- _What to work on_
Take from the data every line in which the word "Right" is found.

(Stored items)
BEGIN

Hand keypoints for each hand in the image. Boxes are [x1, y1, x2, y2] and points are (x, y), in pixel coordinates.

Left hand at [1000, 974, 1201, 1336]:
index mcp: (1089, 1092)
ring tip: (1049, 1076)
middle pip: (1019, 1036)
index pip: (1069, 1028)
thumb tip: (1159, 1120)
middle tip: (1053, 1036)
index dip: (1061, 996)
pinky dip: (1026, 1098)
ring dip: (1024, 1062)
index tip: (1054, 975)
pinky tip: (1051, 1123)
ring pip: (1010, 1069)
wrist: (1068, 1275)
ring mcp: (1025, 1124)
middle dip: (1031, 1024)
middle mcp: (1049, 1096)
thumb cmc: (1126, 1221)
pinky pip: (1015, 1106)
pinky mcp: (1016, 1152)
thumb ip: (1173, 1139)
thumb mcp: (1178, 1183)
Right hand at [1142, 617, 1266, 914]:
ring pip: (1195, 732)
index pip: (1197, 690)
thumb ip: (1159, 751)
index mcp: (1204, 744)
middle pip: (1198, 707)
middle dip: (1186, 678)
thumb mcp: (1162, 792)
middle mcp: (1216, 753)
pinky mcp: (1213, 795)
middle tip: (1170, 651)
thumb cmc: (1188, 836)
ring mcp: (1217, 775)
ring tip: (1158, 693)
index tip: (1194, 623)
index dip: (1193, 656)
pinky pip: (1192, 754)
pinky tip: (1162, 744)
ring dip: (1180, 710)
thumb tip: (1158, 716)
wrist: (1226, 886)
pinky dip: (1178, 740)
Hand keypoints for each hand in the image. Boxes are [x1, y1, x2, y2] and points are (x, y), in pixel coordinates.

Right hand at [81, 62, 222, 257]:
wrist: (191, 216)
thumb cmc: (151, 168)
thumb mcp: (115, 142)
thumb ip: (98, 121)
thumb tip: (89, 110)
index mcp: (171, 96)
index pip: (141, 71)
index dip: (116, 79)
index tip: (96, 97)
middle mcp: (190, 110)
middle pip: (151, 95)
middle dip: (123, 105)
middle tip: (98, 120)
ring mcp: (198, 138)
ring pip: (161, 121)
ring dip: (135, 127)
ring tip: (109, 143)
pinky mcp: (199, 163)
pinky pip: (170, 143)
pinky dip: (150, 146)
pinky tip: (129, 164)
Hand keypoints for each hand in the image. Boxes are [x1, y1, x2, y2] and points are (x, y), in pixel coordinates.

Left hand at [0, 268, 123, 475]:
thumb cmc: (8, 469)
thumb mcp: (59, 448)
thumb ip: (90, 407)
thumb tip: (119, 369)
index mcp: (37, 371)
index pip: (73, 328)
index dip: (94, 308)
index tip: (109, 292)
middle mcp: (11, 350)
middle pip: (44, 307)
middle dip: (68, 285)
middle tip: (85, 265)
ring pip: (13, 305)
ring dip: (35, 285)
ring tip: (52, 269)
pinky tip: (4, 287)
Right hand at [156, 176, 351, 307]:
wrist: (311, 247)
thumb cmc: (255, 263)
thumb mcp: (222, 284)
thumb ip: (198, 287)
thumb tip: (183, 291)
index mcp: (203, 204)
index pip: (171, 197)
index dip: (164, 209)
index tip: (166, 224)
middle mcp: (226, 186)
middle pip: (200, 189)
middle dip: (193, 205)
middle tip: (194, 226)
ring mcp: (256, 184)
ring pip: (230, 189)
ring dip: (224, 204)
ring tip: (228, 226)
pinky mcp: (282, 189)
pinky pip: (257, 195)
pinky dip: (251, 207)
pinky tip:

END

- _Task answer_
Right hand at [1142, 617, 1266, 914]:
Right hand at [81, 62, 222, 257]:
Right hand at [156, 176, 351, 307]:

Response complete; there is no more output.